Lorsque les chiites de Damas demandent, en mars 1940, la

désignation d’un cadi chiite, Fauquenot, le Conseiller pour l’intérieur, se

basant sur le fait « que, depuis vingt ans de mandat, tous les gouvernements

locaux successifs n’ont pas tenu à leur voir reconnaître des droits

confessionnels ou politiques distincts des sunnites », juge préférable,

« bien que ce ne soit pas strictement équitable », de ne pas « soulever une

question qui nous donnerait l’apparence de provoquer, parmi les Syriens,

de nouvelles divisions prétendument “superficielles” 42 ».

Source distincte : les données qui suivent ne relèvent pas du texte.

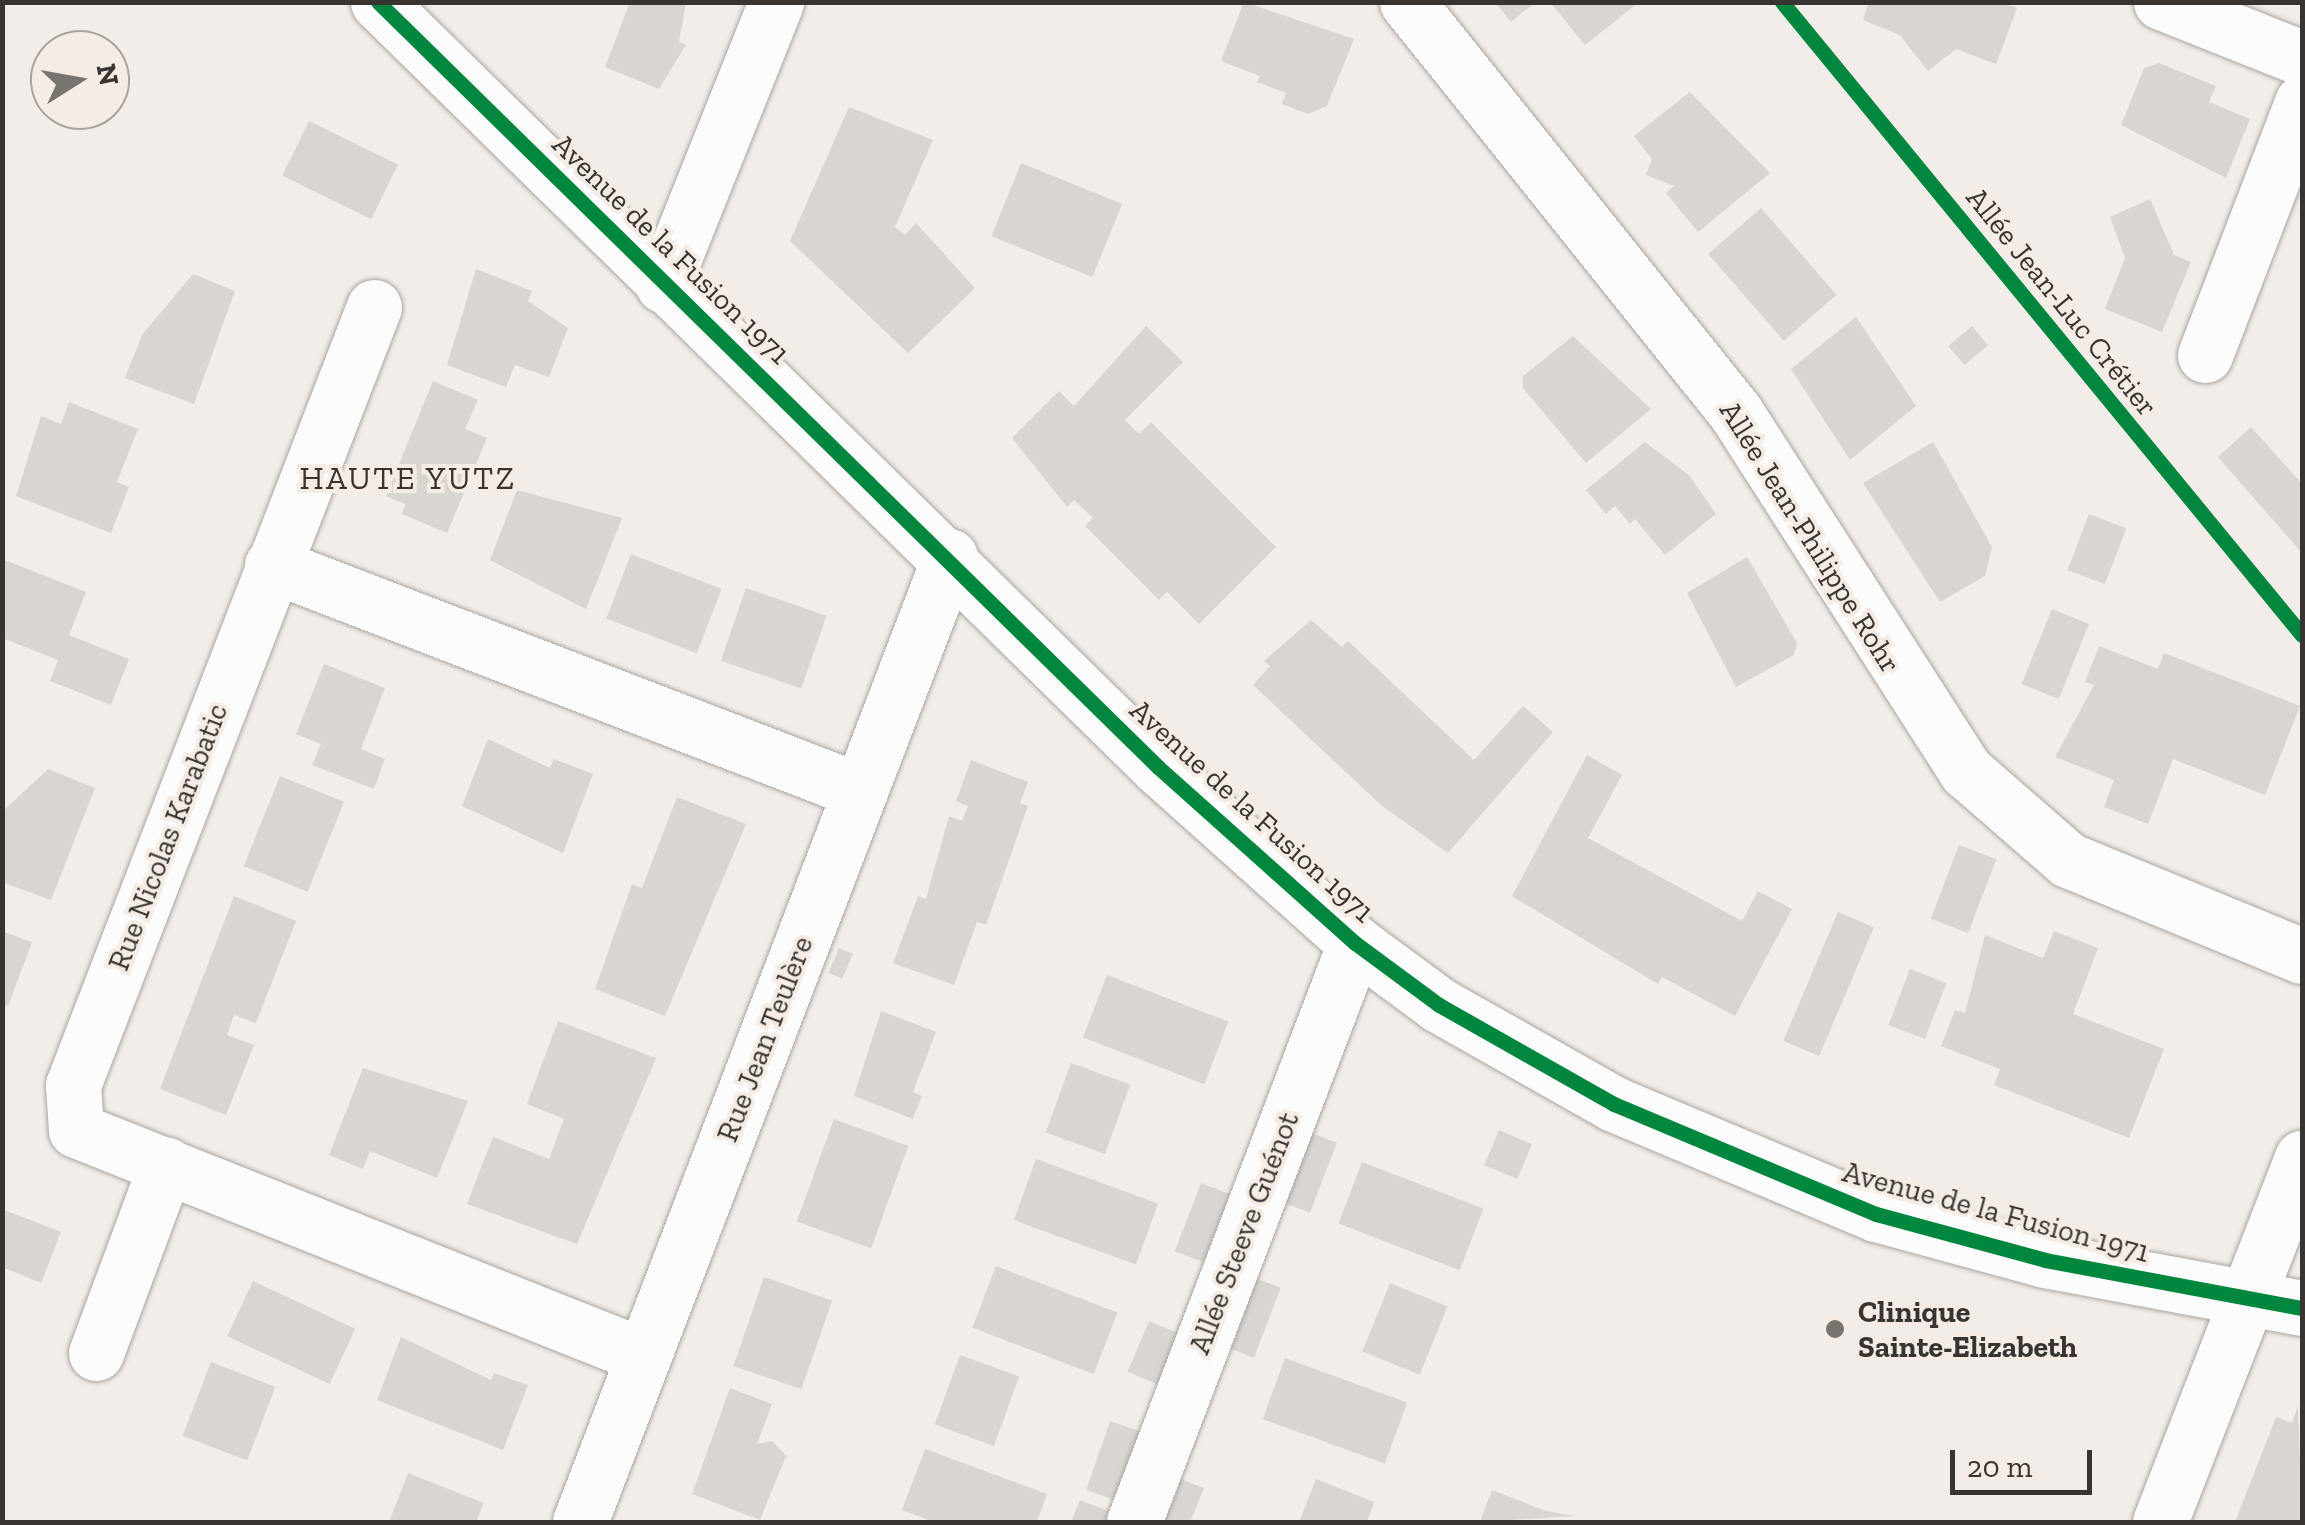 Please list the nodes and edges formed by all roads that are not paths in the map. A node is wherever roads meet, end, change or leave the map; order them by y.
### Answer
1 (378, 2) edge
2 (776, 2) edge
3 (1407, 2) edge
4 (2161, 2) edge
5 (2302, 58) edge
6 (2302, 102) edge
7 (664, 285) junction
8 (374, 307) dead end
9 (2205, 355) dead end
10 (950, 556) junction
11 (272, 565) junction
12 (860, 791) junction
13 (1355, 943) junction
14 (2302, 956) edge
15 (2302, 1158) edge
16 (166, 1165) junction
17 (2246, 1302) junction
18 (2302, 1308) edge
19 (96, 1353) dead end
20 (644, 1356) junction
21 (580, 1522) edge
22 (1134, 1522) edge
23 (2160, 1522) edge

1 - 7 street, Avenue de la Fusion 1971
2 - 7 street
3 - 14 street, Allée Jean-Philippe Rohr
4 - 5 street
6 - 9 street
7 - 10 street, Avenue de la Fusion 1971
8 - 11 street
10 - 12 street, Rue Jean Teulère
10 - 13 street, Avenue de la Fusion 1971
11 - 12 street
11 - 16 street, Rue Nicolas Karabatic
12 - 20 street, Rue Jean Teulère
13 - 17 street, Avenue de la Fusion 1971
13 - 22 street, Allée Steeve Guénot
15 - 17 street
16 - 19 street
16 - 20 street, Rue Nicolas Karabatic
17 - 18 street, Avenue de la Fusion 1971
17 - 23 street
20 - 21 street, Rue Jean Teulère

3) Les sunnites : une tradition de la dominance

Les autorités religieuses sunnites s’opposent à la séparation

juridique et donc organique des communautés dites dissidentes de

l’islam. Elles considèrent que la France fait là acte d’ingérence. La

réponse des autorités françaises est, ici encore, différenciée suivant

qu’il s’agit du Liban ou de la Syrie.

En Syrie, les autorités syriennes, qui épousent le point de vue

sunnite majoritaire, « se sont toujours montrées contraires à toute

mesure qui aurait pour but de détacher de l’islam sunnite, des éléments

qui s’y trouvent actuellement juxtaposés 43 ». La puissance mandataire

ménage donc les sunnites pour les raisons vues précédemment. En

effet, ulémas et notabilités civiles, relayés par les chefs de quartiers

sunnites et appuyés par les nationalistes qui sont au gouvernement à

partir de 1937, n’ont cessé de combattre les réformes mandataires et

demandent en 1939 l’abrogation du statut des communautés 44 .

41. Ibid.

42. CADN, inventaire 20, carton 2958, Fauquenot à Hauteclocque, délégué du HC

auprès de la République syrienne, 29 mars 1940, n° 604/C. I.

43. CADN, inventaire 20, carton 2958, délégué p.i. à Damas à Délégué général du HC

à Beyrouth, Damas le 4 octobre 1932.

44. CADN, inventaire 5, carton 592, information n° 129, 13 mars 1939.